▸ **Try it**
Beginning with the first line, please return the entries exactly through the line that contains "position:relative; width:1462px; height:1252px;", and leave out all later lines.
------------------------------------
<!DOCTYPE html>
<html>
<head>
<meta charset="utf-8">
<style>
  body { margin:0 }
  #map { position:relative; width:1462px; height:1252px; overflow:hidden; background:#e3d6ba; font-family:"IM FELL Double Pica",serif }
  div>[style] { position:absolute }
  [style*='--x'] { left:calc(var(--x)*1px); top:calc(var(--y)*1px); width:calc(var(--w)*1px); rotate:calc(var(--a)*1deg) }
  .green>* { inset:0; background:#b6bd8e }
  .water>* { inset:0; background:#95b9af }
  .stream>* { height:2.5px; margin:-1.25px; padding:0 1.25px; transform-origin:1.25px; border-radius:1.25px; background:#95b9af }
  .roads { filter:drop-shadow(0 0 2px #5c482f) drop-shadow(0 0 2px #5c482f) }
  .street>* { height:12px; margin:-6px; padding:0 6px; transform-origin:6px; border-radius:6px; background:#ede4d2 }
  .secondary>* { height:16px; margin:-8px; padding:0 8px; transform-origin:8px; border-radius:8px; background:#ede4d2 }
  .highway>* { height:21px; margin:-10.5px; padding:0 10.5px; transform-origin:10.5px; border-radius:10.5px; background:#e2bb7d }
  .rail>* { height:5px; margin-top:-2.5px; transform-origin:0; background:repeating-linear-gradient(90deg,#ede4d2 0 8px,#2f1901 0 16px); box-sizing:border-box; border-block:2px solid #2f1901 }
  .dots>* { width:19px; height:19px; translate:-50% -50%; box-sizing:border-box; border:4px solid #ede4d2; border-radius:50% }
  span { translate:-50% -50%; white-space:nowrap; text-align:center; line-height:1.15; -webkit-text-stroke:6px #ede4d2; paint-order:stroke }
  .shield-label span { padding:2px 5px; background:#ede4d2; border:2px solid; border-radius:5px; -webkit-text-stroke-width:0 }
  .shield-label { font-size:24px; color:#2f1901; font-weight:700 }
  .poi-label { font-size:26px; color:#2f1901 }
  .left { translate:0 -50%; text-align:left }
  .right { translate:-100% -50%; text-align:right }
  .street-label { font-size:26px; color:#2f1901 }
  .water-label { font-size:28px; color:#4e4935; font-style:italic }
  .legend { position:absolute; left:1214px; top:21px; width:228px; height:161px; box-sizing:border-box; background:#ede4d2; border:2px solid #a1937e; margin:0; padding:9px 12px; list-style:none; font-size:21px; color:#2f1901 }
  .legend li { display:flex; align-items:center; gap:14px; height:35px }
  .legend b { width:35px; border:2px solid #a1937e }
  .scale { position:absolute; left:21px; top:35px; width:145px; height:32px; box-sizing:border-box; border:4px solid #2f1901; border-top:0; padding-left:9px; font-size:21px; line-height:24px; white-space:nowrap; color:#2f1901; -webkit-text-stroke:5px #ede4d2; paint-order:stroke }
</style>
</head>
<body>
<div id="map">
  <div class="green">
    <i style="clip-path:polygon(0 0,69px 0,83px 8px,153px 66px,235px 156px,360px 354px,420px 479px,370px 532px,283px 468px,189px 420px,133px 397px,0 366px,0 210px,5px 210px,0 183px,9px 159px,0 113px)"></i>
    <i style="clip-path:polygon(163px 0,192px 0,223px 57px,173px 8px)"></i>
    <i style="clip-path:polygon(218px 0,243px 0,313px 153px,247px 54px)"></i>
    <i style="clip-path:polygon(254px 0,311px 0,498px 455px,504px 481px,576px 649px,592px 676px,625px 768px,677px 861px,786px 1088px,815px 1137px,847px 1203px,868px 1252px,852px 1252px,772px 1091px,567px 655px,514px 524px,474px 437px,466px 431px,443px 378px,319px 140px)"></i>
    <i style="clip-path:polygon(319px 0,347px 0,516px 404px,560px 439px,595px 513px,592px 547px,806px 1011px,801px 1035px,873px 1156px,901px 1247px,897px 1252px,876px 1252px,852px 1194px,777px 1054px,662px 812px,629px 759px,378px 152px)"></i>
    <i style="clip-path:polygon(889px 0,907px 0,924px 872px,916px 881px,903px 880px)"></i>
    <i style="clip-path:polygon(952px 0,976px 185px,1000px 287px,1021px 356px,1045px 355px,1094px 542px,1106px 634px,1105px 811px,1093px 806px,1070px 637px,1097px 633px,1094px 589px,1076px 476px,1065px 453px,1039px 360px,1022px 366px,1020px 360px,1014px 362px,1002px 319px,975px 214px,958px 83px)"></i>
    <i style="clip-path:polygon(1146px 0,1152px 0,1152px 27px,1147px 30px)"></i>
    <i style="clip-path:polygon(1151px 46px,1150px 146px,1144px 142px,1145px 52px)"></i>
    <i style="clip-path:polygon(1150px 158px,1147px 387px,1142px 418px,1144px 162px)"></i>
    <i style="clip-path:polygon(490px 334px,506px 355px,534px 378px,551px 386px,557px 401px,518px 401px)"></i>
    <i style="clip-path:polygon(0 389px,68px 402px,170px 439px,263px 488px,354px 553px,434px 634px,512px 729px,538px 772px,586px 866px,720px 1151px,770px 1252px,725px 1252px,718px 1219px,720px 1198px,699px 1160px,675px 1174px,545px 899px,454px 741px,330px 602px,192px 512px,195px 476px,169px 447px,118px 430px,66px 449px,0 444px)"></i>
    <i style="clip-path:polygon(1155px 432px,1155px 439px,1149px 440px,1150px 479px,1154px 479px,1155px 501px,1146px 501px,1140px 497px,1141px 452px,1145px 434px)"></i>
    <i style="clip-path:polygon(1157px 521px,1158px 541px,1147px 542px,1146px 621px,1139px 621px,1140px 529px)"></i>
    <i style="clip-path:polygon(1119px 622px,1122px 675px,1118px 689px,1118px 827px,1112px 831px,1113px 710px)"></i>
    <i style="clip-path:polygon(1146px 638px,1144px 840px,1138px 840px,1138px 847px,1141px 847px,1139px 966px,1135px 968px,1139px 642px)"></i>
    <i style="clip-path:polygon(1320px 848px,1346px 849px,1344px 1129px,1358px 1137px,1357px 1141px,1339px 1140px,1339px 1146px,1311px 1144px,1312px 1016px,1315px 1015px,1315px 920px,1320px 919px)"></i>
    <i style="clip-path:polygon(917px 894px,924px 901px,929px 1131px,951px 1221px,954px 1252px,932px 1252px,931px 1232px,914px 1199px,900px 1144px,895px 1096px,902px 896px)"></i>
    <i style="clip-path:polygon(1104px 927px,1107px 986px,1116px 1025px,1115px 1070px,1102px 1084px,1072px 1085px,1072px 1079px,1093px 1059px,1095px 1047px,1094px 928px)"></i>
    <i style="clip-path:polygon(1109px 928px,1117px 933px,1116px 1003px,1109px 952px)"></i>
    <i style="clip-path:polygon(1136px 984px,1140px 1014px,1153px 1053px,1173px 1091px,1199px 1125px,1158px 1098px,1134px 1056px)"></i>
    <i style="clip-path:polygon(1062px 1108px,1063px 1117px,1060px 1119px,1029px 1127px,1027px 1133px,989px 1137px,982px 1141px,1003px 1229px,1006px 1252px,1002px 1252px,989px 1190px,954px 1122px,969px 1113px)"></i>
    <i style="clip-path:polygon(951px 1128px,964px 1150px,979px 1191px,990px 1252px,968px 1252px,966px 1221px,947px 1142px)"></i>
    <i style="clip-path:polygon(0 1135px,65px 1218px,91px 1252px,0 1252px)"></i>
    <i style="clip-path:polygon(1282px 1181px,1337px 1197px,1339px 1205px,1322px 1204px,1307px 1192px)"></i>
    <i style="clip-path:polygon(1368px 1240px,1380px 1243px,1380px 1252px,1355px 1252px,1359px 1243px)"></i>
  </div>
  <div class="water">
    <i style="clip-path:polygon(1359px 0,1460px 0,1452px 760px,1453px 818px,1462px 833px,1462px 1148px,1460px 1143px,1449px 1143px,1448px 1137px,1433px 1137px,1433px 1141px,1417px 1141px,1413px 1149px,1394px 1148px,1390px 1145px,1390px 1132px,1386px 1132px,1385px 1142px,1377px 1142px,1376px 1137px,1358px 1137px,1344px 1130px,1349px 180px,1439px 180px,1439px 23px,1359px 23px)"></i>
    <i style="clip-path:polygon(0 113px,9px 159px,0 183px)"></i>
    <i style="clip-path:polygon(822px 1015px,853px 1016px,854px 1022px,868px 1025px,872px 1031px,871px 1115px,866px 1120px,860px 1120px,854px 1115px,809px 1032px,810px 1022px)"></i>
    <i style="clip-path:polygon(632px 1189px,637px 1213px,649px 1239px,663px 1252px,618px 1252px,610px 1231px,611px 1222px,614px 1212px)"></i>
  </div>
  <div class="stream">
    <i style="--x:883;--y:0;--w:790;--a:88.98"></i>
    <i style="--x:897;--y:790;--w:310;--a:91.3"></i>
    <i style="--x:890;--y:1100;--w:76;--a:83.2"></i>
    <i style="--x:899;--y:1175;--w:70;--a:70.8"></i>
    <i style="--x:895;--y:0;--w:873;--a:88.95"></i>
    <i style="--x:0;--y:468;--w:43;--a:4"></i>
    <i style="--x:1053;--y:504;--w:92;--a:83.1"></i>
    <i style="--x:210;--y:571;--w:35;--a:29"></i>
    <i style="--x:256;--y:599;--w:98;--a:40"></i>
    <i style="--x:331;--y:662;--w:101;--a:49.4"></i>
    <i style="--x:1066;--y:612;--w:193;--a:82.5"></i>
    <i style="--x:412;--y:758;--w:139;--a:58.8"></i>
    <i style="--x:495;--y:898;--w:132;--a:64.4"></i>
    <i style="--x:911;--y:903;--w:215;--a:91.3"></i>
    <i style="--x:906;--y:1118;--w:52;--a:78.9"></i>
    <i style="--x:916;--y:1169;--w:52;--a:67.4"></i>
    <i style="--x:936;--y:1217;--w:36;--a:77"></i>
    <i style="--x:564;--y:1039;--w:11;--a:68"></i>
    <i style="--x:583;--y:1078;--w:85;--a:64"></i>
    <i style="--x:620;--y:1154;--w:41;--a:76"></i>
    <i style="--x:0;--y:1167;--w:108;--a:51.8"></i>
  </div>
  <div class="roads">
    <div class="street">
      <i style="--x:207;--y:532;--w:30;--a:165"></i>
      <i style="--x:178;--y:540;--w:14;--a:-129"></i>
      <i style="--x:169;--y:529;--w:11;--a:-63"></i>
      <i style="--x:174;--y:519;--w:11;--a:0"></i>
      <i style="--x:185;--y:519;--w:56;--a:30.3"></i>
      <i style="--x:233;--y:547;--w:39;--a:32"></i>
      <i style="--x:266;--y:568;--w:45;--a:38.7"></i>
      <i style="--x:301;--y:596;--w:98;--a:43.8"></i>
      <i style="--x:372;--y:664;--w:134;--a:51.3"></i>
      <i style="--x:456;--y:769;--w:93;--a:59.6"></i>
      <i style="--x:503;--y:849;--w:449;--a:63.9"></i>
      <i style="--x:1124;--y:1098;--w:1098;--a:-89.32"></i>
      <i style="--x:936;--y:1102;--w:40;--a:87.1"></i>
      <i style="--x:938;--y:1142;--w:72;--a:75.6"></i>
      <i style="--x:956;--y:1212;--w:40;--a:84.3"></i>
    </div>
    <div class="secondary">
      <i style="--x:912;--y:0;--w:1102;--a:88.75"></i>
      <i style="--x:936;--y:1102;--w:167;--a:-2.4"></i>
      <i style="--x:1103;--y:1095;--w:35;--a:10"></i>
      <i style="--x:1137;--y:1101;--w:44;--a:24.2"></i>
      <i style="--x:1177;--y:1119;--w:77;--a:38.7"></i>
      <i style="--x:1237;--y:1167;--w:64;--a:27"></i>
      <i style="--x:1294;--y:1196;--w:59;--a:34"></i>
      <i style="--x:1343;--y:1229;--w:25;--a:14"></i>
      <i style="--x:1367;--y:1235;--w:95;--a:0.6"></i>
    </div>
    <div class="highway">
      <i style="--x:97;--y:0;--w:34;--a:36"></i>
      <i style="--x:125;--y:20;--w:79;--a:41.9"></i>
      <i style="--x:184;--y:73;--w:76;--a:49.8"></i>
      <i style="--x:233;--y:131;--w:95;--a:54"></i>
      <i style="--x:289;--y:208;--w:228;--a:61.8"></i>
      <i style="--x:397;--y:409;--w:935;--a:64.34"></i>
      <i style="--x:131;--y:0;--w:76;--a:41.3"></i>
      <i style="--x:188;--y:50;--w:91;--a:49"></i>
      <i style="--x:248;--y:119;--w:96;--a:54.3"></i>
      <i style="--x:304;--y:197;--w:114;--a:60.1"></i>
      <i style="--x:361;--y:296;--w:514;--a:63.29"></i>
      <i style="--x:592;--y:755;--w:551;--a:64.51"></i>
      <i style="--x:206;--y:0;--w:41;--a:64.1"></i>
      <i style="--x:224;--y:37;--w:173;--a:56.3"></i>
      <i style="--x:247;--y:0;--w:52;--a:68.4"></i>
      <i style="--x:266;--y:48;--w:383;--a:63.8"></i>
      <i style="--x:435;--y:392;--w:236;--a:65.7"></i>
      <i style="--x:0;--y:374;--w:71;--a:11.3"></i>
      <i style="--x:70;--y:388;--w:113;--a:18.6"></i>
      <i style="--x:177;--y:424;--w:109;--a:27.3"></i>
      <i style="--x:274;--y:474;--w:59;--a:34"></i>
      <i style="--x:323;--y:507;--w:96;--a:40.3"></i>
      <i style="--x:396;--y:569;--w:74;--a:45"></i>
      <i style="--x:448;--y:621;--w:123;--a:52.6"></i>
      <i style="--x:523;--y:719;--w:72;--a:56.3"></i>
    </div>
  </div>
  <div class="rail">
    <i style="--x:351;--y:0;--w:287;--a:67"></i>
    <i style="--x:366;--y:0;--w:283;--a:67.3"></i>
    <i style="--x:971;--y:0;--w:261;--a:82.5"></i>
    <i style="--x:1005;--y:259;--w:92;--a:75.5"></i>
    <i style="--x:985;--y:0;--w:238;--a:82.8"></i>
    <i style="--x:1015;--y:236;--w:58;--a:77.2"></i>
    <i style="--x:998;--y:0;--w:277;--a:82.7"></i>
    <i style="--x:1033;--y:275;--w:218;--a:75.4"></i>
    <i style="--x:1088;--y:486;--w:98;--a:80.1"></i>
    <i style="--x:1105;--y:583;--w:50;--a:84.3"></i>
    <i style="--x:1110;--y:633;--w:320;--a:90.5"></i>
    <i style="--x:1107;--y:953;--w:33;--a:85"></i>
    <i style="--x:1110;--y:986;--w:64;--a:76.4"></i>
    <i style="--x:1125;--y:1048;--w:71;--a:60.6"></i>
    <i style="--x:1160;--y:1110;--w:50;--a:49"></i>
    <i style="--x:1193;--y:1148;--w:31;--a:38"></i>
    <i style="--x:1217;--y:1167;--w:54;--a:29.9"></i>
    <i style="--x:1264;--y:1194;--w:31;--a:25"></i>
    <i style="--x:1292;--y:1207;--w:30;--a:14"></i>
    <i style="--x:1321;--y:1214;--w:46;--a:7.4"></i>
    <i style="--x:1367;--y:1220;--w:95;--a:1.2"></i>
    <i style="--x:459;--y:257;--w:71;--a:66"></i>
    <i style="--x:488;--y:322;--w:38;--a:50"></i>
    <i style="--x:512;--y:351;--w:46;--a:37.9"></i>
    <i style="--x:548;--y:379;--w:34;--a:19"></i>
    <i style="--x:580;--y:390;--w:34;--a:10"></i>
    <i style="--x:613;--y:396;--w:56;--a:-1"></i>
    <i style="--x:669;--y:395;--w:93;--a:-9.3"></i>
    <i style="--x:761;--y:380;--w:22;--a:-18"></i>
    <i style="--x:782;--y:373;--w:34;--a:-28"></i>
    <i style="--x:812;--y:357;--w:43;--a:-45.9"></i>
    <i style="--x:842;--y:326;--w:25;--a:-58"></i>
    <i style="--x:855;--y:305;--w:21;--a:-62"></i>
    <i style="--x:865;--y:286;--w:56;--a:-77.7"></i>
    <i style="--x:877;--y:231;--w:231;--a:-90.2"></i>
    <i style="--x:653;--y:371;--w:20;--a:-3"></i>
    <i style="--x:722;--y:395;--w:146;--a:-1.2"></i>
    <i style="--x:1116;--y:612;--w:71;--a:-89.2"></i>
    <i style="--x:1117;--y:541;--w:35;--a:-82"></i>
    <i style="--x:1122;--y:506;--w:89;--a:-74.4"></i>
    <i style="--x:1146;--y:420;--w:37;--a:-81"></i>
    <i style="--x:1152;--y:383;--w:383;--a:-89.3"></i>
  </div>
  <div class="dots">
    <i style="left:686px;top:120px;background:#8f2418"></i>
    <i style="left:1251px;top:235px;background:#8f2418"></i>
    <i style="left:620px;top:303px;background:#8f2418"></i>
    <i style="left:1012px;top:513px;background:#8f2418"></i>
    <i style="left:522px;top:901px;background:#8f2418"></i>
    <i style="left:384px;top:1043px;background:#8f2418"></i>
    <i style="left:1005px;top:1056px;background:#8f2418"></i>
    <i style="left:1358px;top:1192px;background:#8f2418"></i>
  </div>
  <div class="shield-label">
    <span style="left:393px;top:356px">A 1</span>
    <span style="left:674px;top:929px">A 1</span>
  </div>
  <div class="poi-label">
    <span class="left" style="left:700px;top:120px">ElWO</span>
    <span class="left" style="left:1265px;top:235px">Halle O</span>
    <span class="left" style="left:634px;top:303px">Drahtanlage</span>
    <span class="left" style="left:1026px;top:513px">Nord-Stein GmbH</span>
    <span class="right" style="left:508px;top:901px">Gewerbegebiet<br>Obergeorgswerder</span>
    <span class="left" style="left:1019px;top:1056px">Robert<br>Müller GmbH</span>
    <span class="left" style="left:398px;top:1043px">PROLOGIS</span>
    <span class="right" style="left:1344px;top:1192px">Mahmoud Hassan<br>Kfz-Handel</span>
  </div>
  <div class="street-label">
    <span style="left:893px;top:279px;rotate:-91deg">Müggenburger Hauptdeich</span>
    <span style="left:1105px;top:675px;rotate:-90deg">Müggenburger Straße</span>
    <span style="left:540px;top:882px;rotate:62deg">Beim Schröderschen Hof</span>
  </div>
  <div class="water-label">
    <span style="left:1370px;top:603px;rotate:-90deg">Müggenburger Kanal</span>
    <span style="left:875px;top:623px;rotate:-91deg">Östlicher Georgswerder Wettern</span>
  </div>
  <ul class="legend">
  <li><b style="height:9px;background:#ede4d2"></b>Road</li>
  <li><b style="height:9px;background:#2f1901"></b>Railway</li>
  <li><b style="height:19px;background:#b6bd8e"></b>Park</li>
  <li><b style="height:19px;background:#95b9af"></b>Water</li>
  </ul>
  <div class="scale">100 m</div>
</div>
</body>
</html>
------------------------------------
▸ **Answer to the problem**
<!DOCTYPE html>
<html>
<head>
<meta charset="utf-8">
<style>
  body { margin:0 }
  #map { position:relative; width:1462px; height:1252px; overflow:hidden; background:#e3d6ba; font-family:"IM FELL Double Pica",serif }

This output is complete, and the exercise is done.